─── Record extracts ───
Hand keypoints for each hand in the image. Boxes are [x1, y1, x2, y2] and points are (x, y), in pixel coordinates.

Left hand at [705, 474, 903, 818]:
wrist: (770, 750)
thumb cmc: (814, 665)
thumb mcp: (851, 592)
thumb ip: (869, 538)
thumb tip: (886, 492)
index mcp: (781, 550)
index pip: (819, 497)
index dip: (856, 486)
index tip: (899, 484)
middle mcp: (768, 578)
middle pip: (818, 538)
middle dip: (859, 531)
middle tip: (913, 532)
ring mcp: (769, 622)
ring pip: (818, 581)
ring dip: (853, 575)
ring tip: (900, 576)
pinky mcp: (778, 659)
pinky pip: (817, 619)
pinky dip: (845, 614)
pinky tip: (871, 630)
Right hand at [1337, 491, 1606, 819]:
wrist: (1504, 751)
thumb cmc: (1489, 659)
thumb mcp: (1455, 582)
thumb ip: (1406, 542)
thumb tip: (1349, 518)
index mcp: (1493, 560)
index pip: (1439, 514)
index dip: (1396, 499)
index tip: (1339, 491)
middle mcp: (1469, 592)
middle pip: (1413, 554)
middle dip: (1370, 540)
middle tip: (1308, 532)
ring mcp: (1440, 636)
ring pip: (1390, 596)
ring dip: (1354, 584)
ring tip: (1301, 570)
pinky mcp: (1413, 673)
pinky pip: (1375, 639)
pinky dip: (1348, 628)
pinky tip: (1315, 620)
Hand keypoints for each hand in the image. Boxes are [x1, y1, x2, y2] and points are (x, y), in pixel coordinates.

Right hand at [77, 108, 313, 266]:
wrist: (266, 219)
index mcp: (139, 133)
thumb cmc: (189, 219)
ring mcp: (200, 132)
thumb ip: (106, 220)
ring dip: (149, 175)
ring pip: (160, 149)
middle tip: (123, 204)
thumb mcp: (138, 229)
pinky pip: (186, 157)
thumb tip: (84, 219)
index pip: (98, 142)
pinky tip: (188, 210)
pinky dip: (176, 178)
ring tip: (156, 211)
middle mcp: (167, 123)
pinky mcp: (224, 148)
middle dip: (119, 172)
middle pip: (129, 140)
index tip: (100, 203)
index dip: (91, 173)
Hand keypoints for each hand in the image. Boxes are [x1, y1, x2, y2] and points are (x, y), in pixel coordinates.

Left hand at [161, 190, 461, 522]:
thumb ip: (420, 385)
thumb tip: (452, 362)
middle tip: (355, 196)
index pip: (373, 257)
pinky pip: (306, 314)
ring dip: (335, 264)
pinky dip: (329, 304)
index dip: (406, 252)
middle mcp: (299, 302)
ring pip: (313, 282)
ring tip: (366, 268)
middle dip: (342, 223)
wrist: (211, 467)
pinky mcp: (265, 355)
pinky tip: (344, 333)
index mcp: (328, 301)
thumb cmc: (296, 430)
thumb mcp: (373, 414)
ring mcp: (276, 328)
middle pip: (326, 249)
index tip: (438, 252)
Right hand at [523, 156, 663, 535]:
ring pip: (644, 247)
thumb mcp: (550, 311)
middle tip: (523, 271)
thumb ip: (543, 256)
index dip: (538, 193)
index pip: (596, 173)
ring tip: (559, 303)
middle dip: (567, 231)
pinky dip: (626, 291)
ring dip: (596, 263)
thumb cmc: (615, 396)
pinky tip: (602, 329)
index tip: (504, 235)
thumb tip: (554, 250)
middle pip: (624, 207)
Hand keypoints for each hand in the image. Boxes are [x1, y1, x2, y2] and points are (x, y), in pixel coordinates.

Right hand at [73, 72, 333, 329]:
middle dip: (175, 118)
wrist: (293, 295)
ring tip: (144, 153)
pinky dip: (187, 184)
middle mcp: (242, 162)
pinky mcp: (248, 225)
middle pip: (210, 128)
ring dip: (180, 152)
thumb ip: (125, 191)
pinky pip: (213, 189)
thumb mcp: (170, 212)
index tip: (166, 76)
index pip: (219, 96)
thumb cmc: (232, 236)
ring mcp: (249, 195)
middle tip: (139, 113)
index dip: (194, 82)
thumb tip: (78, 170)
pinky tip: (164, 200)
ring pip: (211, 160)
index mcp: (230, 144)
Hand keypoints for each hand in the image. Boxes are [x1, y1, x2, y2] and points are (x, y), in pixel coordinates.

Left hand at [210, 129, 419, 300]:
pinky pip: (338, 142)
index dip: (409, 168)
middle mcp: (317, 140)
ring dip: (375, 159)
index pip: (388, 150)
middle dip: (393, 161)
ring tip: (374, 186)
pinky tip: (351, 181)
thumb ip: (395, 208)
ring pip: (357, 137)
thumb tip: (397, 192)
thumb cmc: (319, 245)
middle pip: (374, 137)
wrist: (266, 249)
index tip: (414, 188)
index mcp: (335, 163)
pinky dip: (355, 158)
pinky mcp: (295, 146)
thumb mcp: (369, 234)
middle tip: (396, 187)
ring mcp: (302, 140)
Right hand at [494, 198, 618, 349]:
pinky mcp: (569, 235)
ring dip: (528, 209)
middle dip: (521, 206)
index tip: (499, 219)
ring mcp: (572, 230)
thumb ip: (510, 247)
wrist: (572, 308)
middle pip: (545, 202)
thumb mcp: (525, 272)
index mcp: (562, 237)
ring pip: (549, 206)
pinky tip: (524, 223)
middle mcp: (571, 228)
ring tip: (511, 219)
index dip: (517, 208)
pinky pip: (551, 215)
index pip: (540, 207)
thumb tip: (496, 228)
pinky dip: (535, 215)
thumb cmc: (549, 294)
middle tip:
───
=== Exercise description ===
Copy out all of the records shown above exactly.

=== Exercise solution ===
Hand keypoints for each hand in the image. Boxes are [x1, y1, x2, y2] and points are (x, y), in pixel coordinates.

Left hand at [705, 474, 903, 818]:
wrist: (770, 750)
thumb cmc: (814, 665)
thumb mcp: (851, 592)
thumb ip: (869, 538)
thumb tip: (886, 492)
index mcp: (781, 550)
index pip: (819, 497)
index dip: (856, 486)
index tip: (899, 484)
middle mcp: (768, 578)
middle pip: (818, 538)
middle dip: (859, 531)
middle tip: (913, 532)
ring mcp: (769, 622)
ring pip: (818, 581)
ring dip: (853, 575)
ring tip: (900, 576)
pinky mcp: (778, 659)
pinky pip: (817, 619)
pinky dip: (845, 614)
pinky tip: (871, 630)
Right hand at [1337, 491, 1606, 819]:
wrist: (1504, 751)
thumb cmc: (1489, 659)
thumb mcp: (1455, 582)
thumb ip: (1406, 542)
thumb tip: (1349, 518)
index mcp: (1493, 560)
index pip: (1439, 514)
index dip: (1396, 499)
index tip: (1339, 491)
middle mcp: (1469, 592)
middle pip: (1413, 554)
middle dip: (1370, 540)
middle tip: (1308, 532)
ring mcp: (1440, 636)
ring pip: (1390, 596)
ring dip: (1354, 584)
ring tip: (1301, 570)
pinky mcp: (1413, 673)
pinky pip: (1375, 639)
pinky dip: (1348, 628)
pinky tip: (1315, 620)
Hand keypoints for each hand in the image. Boxes are [x1, y1, x2, y2] and points are (x, y), in pixel coordinates.

Right hand at [77, 108, 313, 266]:
wrist: (266, 219)
index mcp: (139, 133)
thumb cmc: (189, 219)
ring mcp: (200, 132)
thumb ip: (106, 220)
ring dip: (149, 175)
ring pip: (160, 149)
middle tip: (123, 204)
thumb mcp: (138, 229)
pinky pip: (186, 157)
thumb tip: (84, 219)
index pip: (98, 142)
pinky tip: (188, 210)
pinky dip: (176, 178)
ring tip: (156, 211)
middle mcp: (167, 123)
pinky mcp: (224, 148)
middle dip: (119, 172)
middle pip: (129, 140)
index tip: (100, 203)
index dip: (91, 173)
Hand keypoints for each hand in the image. Boxes are [x1, y1, x2, y2] and points are (x, y), in pixel coordinates.

Left hand at [161, 190, 461, 522]:
thumb ip: (420, 385)
thumb tip: (452, 362)
middle tip: (355, 196)
index pip: (373, 257)
pinky pip: (306, 314)
ring dip: (335, 264)
pinky dip: (329, 304)
index dip: (406, 252)
middle mcp: (299, 302)
ring pip: (313, 282)
ring tip: (366, 268)
middle dip: (342, 223)
wrist: (211, 467)
pinky mcp: (265, 355)
pinky tip: (344, 333)
index mcp: (328, 301)
thumb cmc: (296, 430)
thumb mcp: (373, 414)
ring mcp: (276, 328)
middle pip: (326, 249)
index tip: (438, 252)
Right hand at [523, 156, 663, 535]:
ring pip: (644, 247)
thumb mcp: (550, 311)
middle tip: (523, 271)
thumb ip: (543, 256)
index dip: (538, 193)
index pip: (596, 173)
ring tip: (559, 303)
middle dip: (567, 231)
pinky dip: (626, 291)
ring dip: (596, 263)
thumb cmc: (615, 396)
pinky tip: (602, 329)
index tip: (504, 235)
thumb tip: (554, 250)
middle pip: (624, 207)
Hand keypoints for each hand in the image. Boxes are [x1, y1, x2, y2] and points are (x, y), in pixel coordinates.

Right hand at [73, 72, 333, 329]:
middle dip: (175, 118)
wrist: (293, 295)
ring tip: (144, 153)
pinky dip: (187, 184)
middle mcp: (242, 162)
pinky mcp: (248, 225)
middle pip: (210, 128)
ring dip: (180, 152)
thumb ip: (125, 191)
pinky pip: (213, 189)
thumb mcp: (170, 212)
index tip: (166, 76)
index pip: (219, 96)
thumb cmc: (232, 236)
ring mcp: (249, 195)
middle tip: (139, 113)
index dip: (194, 82)
thumb tip: (78, 170)
pinky tip: (164, 200)
ring pip: (211, 160)
index mcp: (230, 144)
Hand keypoints for each hand in the image. Boxes are [x1, y1, x2, y2] and points are (x, y), in pixel coordinates.

Left hand at [210, 129, 419, 300]:
pinky pip: (338, 142)
index dip: (409, 168)
middle mcp: (317, 140)
ring dip: (375, 159)
index pip: (388, 150)
middle dip: (393, 161)
ring tip: (374, 186)
pinky tip: (351, 181)
thumb ip: (395, 208)
ring pip: (357, 137)
thumb tip: (397, 192)
thumb cmc: (319, 245)
middle pip: (374, 137)
wrist: (266, 249)
index tip: (414, 188)
index mcp: (335, 163)
pinky dip: (355, 158)
pinky mcp: (295, 146)
thumb mcp: (369, 234)
middle tip: (396, 187)
ring mcp: (302, 140)
Right hand at [494, 198, 618, 349]:
pinky mcp: (569, 235)
ring dip: (528, 209)
middle dip: (521, 206)
index tip: (499, 219)
ring mcp: (572, 230)
thumb ip: (510, 247)
wrist: (572, 308)
middle pip: (545, 202)
thumb mcp: (525, 272)
index mcp: (562, 237)
ring pip: (549, 206)
pinky tip: (524, 223)
middle mcp: (571, 228)
ring tip: (511, 219)
index dip: (517, 208)
pinky pip: (551, 215)
index pip: (540, 207)
thumb tip: (496, 228)
pinky dip: (535, 215)
thumb cmc: (549, 294)
middle tip:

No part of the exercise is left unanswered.